> **What the task asks**: Transcribe everything in the listing below exactly, except the pictures.

> **Dataset extract**:

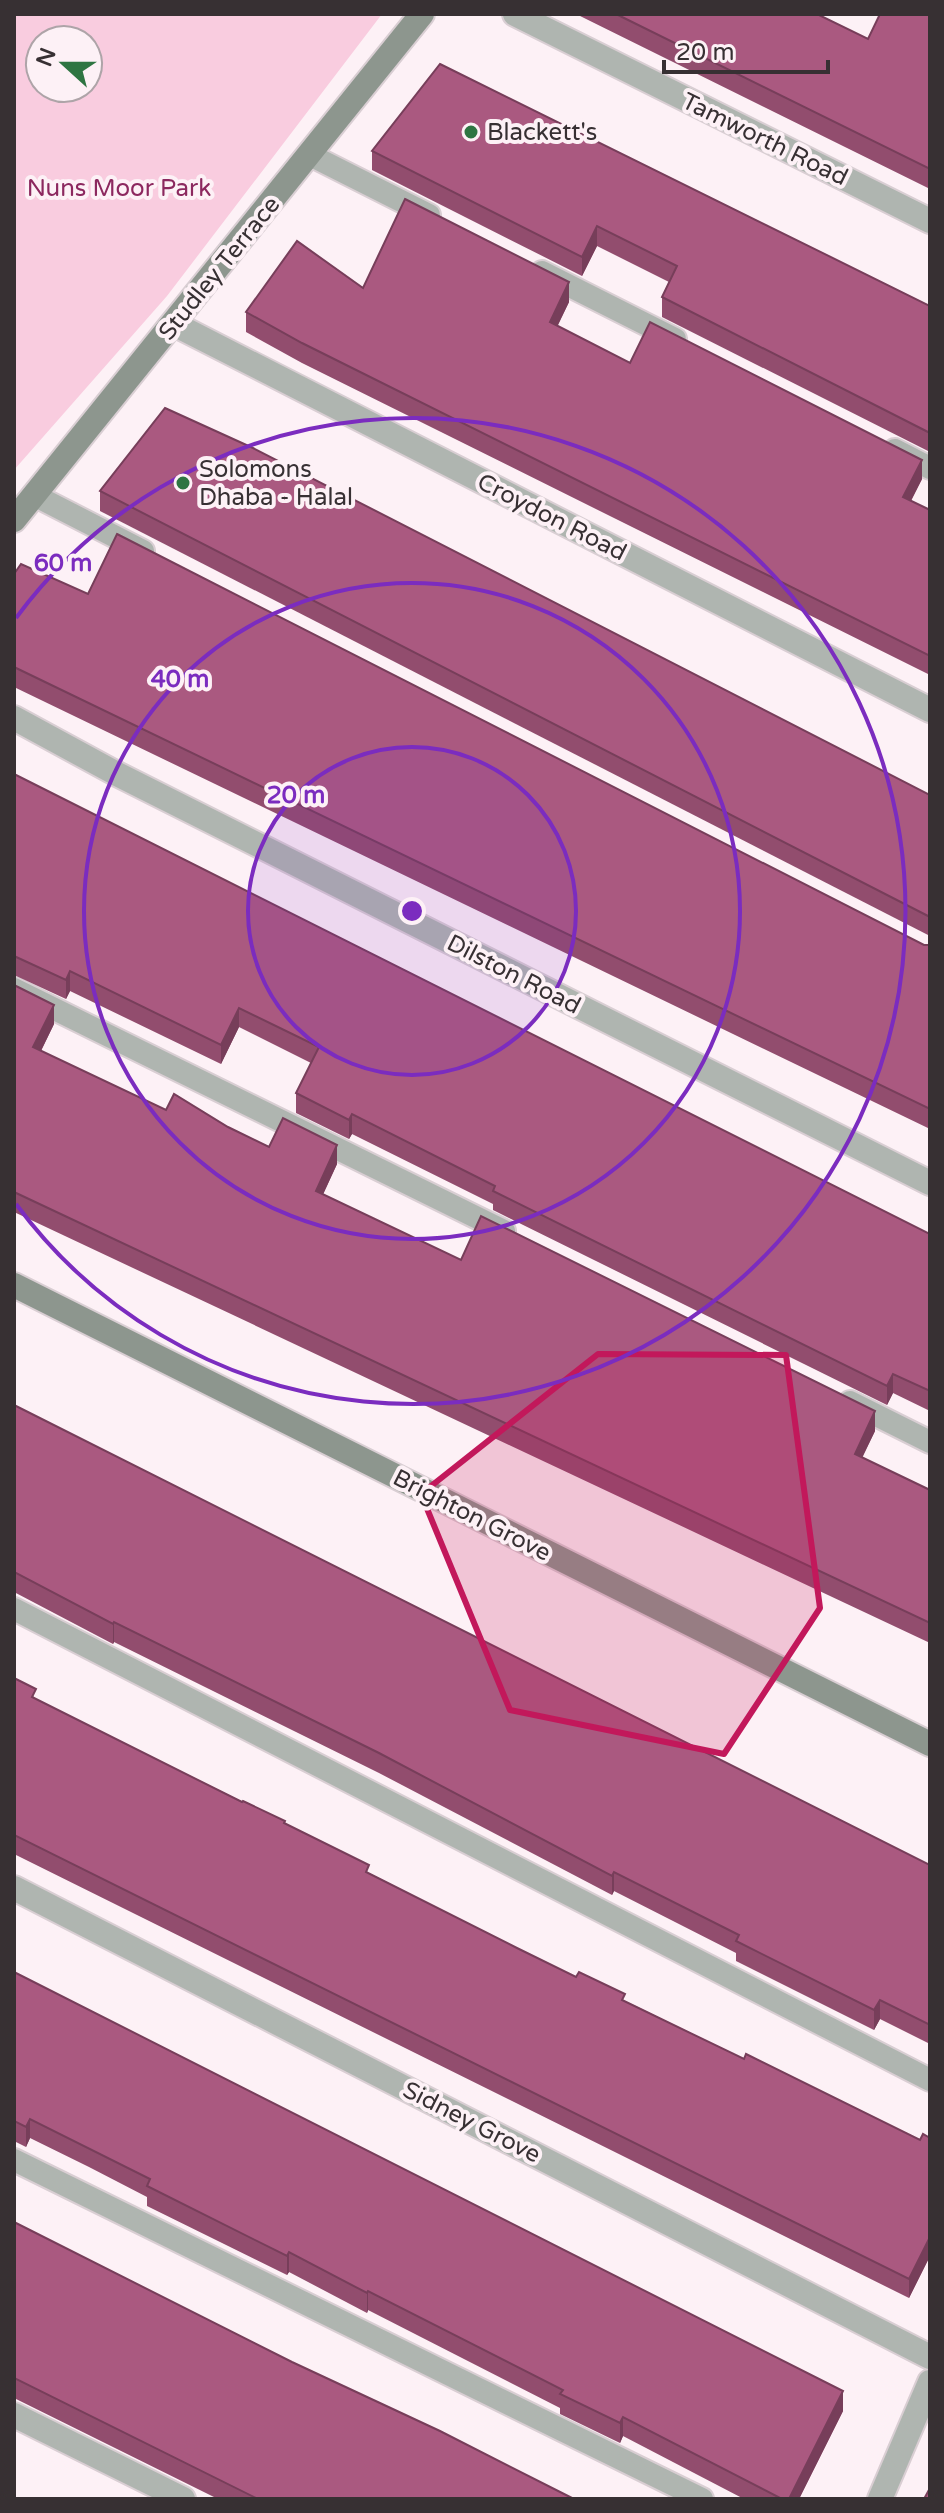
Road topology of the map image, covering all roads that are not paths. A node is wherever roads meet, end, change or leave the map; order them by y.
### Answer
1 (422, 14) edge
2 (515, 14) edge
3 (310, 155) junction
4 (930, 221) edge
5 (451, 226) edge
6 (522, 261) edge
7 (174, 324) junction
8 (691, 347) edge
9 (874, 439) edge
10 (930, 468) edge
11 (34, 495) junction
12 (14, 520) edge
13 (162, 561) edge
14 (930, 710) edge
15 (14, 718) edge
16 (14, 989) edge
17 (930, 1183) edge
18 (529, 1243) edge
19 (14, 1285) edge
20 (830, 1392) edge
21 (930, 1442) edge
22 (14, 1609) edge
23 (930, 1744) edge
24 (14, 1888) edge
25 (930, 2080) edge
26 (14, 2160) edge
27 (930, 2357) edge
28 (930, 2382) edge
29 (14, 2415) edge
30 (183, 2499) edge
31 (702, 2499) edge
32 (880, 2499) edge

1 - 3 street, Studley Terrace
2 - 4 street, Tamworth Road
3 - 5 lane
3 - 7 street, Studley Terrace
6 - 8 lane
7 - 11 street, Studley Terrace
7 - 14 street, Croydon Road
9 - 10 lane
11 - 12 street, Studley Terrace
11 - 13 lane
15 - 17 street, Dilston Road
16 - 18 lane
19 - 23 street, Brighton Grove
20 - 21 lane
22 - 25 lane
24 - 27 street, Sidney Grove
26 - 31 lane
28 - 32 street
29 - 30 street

> **Result below**:
Road topology of the map image, covering all roads that are not paths. A node is wherever roads meet, end, change or leave the map; order them by y.
### Answer
1 (422, 14) edge
2 (515, 14) edge
3 (310, 155) junction
4 (930, 221) edge
5 (451, 226) edge
6 (522, 261) edge
7 (174, 324) junction
8 (691, 347) edge
9 (874, 439) edge
10 (930, 468) edge
11 (34, 495) junction
12 (14, 520) edge
13 (162, 561) edge
14 (930, 710) edge
15 (14, 718) edge
16 (14, 989) edge
17 (930, 1183) edge
18 (529, 1243) edge
19 (14, 1285) edge
20 (830, 1392) edge
21 (930, 1442) edge
22 (14, 1609) edge
23 (930, 1744) edge
24 (14, 1888) edge
25 (930, 2080) edge
26 (14, 2160) edge
27 (930, 2357) edge
28 (930, 2382) edge
29 (14, 2415) edge
30 (183, 2499) edge
31 (702, 2499) edge
32 (880, 2499) edge

1 - 3 street, Studley Terrace
2 - 4 street, Tamworth Road
3 - 5 lane
3 - 7 street, Studley Terrace
6 - 8 lane
7 - 11 street, Studley Terrace
7 - 14 street, Croydon Road
9 - 10 lane
11 - 12 street, Studley Terrace
11 - 13 lane
15 - 17 street, Dilston Road
16 - 18 lane
19 - 23 street, Brighton Grove
20 - 21 lane
22 - 25 lane
24 - 27 street, Sidney Grove
26 - 31 lane
28 - 32 street
29 - 30 street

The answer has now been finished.